• [TASK PROMPT]
All the records that follow need to be reproduced exactly. Omit the images.

• [SUPPLIED MATERIAL]

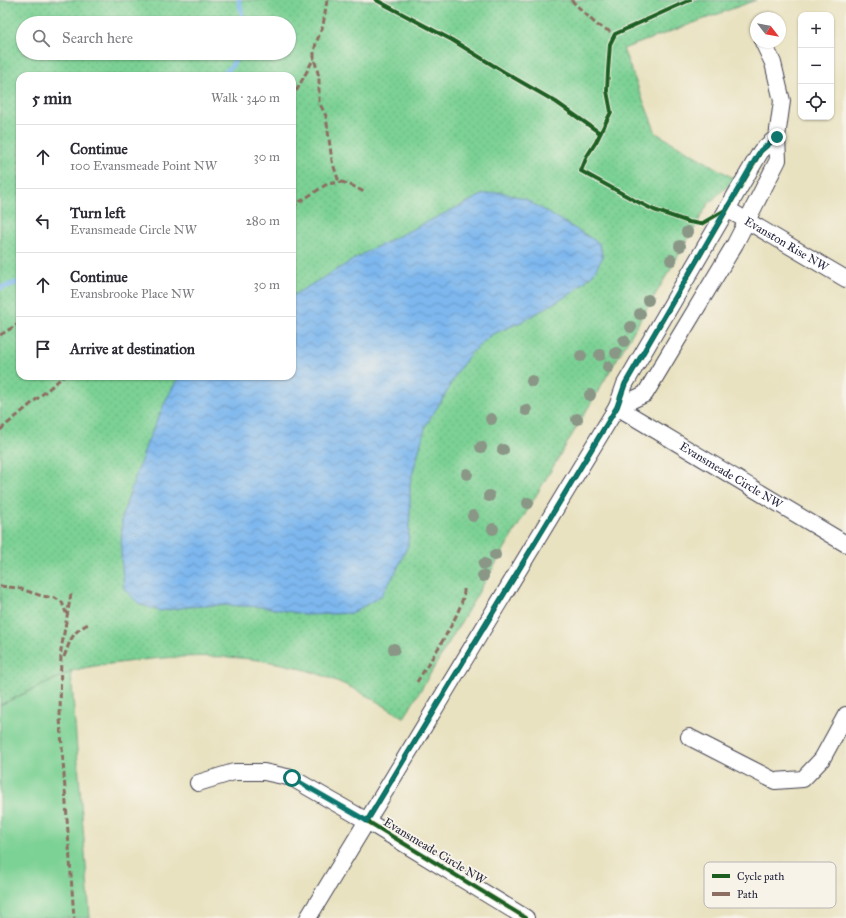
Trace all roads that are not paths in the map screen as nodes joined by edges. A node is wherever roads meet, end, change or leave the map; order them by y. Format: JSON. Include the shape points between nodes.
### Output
{"nodes":[{"id":1,"x":766,"y":48,"type":"edge"},
{"id":2,"x":777,"y":137,"type":"junction"},
{"id":3,"x":727,"y":209,"type":"junction"},
{"id":4,"x":748,"y":221,"type":"junction"},
{"id":5,"x":846,"y":280,"type":"edge"},
{"id":6,"x":617,"y":407,"type":"junction"},
{"id":7,"x":846,"y":544,"type":"edge"},
{"id":8,"x":846,"y":714,"type":"edge"},
{"id":9,"x":689,"y":737,"type":"dead end"},
{"id":10,"x":198,"y":783,"type":"dead end"},
{"id":11,"x":367,"y":821,"type":"junction"},
{"id":12,"x":308,"y":918,"type":"edge"},
{"id":13,"x":526,"y":918,"type":"edge"}],
"edges":[{"from":1,"to":2,"type":"street","via":[[773,63],[782,101]]},
{"from":2,"to":3,"type":"street","name":"Evansmeade Circle NW","via":[[760,151]]},
{"from":2,"to":4,"type":"street","via":[[778,160]]},
{"from":3,"to":4,"type":"street","name":"Evanston Rise NW"},
{"from":3,"to":6,"type":"street","name":"Evansmeade Circle NW","via":[[625,384]]},
{"from":4,"to":5,"type":"street","name":"Evanston Rise NW"},
{"from":4,"to":6,"type":"street","via":[[645,394]]},
{"from":6,"to":7,"type":"street","name":"Evansmeade Circle NW"},
{"from":6,"to":11,"type":"street","name":"Evansmeade Circle NW"},
{"from":8,"to":9,"type":"street","via":[[822,759],[803,779],[775,781]]},
{"from":10,"to":11,"type":"street","via":[[234,772],[264,772],[292,778]]},
{"from":11,"to":12,"type":"street"},
{"from":11,"to":13,"type":"street","name":"Evansmeade Circle NW"}]}
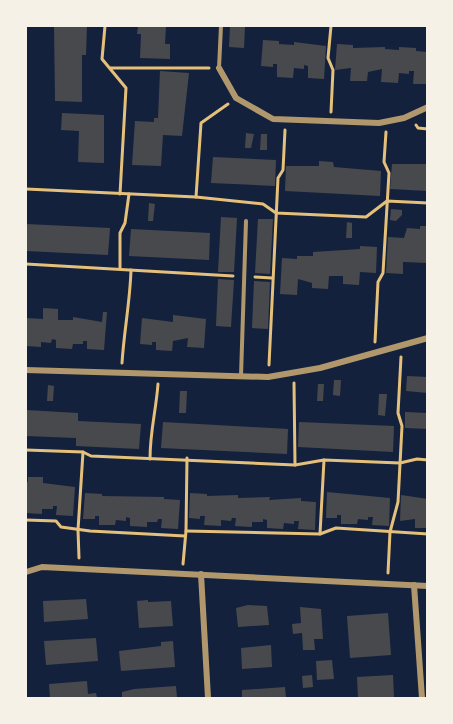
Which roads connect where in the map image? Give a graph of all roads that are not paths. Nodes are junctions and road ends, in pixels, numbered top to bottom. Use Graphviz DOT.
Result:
graph roads {
  1 [pos="221,26"];
  2 [pos="219,68"];
  3 [pos="428,107"];
  4 [pos="246,221"];
  5 [pos="428,338"];
  6 [pos="26,370"];
  7 [pos="241,377"];
  8 [pos="26,572"];
  9 [pos="201,574"];
  10 [pos="414,585"];
  11 [pos="428,586"];
  12 [pos="208,699"];
  13 [pos="422,699"];
  1 -- 2 [label="lane"];
  2 -- 3 [label="street"];
  4 -- 7 [label="lane"];
  5 -- 7 [label="street"];
  6 -- 7 [label="street"];
  8 -- 9 [label="street"];
  9 -- 10 [label="street"];
  9 -- 12 [label="street"];
  10 -- 11 [label="street"];
  10 -- 13 [label="street"];
}
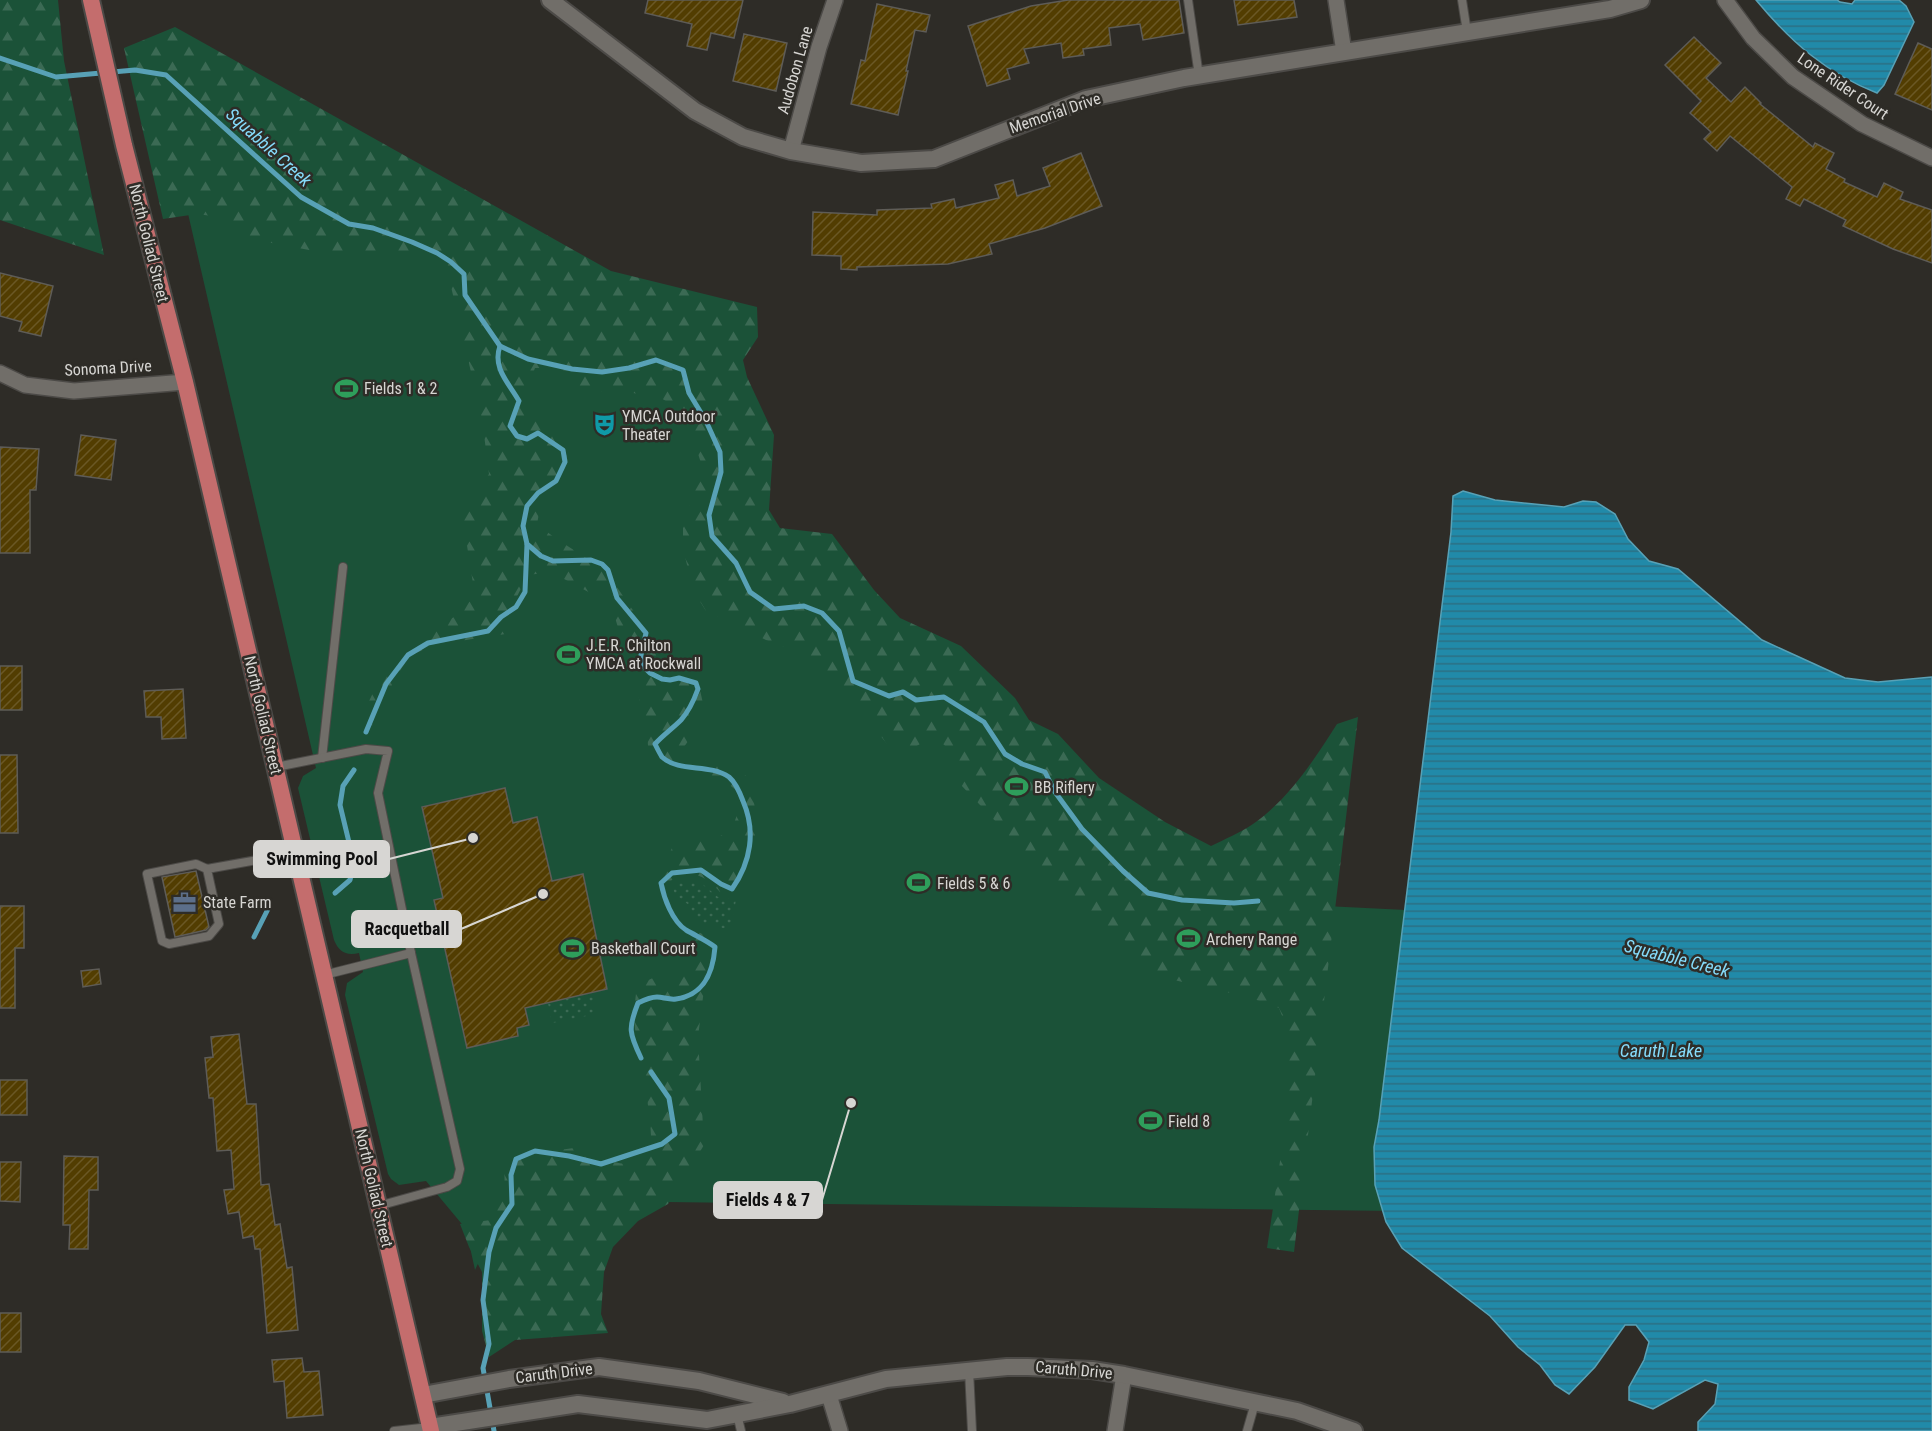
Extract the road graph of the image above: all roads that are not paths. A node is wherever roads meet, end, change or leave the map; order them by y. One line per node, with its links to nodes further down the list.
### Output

• [WRITTEN REPLY]
Trace all roads that are not paths in the map screen as nodes joined by edges. A node is wherever roads meet, end, change or leave the map; order them by y. Format: JSON. Include the shape points between nodes.
### Output
{"nodes":[{"id":1,"x":766,"y":48,"type":"edge"},
{"id":2,"x":777,"y":137,"type":"junction"},
{"id":3,"x":727,"y":209,"type":"junction"},
{"id":4,"x":748,"y":221,"type":"junction"},
{"id":5,"x":846,"y":280,"type":"edge"},
{"id":6,"x":617,"y":407,"type":"junction"},
{"id":7,"x":846,"y":544,"type":"edge"},
{"id":8,"x":846,"y":714,"type":"edge"},
{"id":9,"x":689,"y":737,"type":"dead end"},
{"id":10,"x":198,"y":783,"type":"dead end"},
{"id":11,"x":367,"y":821,"type":"junction"},
{"id":12,"x":308,"y":918,"type":"edge"},
{"id":13,"x":526,"y":918,"type":"edge"}],
"edges":[{"from":1,"to":2,"type":"street","via":[[773,63],[782,101]]},
{"from":2,"to":3,"type":"street","name":"Evansmeade Circle NW","via":[[760,151]]},
{"from":2,"to":4,"type":"street","via":[[778,160]]},
{"from":3,"to":4,"type":"street","name":"Evanston Rise NW"},
{"from":3,"to":6,"type":"street","name":"Evansmeade Circle NW","via":[[625,384]]},
{"from":4,"to":5,"type":"street","name":"Evanston Rise NW"},
{"from":4,"to":6,"type":"street","via":[[645,394]]},
{"from":6,"to":7,"type":"street","name":"Evansmeade Circle NW"},
{"from":6,"to":11,"type":"street","name":"Evansmeade Circle NW"},
{"from":8,"to":9,"type":"street","via":[[822,759],[803,779],[775,781]]},
{"from":10,"to":11,"type":"street","via":[[234,772],[264,772],[292,778]]},
{"from":11,"to":12,"type":"street"},
{"from":11,"to":13,"type":"street","name":"Evansmeade Circle NW"}]}
Which roads connect where in the map image? Give a graph of all roads that are not paths. Nodes are junctions and road ends, in pixels, numbered top to bottom. Use Graphviz DOT.
Result:
graph roads {
  1 [pos="221,26"];
  2 [pos="219,68"];
  3 [pos="428,107"];
  4 [pos="246,221"];
  5 [pos="428,338"];
  6 [pos="26,370"];
  7 [pos="241,377"];
  8 [pos="26,572"];
  9 [pos="201,574"];
  10 [pos="414,585"];
  11 [pos="428,586"];
  12 [pos="208,699"];
  13 [pos="422,699"];
  1 -- 2 [label="lane"];
  2 -- 3 [label="street"];
  4 -- 7 [label="lane"];
  5 -- 7 [label="street"];
  6 -- 7 [label="street"];
  8 -- 9 [label="street"];
  9 -- 10 [label="street"];
  9 -- 12 [label="street"];
  10 -- 11 [label="street"];
  10 -- 13 [label="street"];
}
Extract the road graph of the image above: all roads that are not paths. A node is wherever roads meet, end, change or leave the map; order them by y. One line per node, with its links to nodes further down the list.
### Output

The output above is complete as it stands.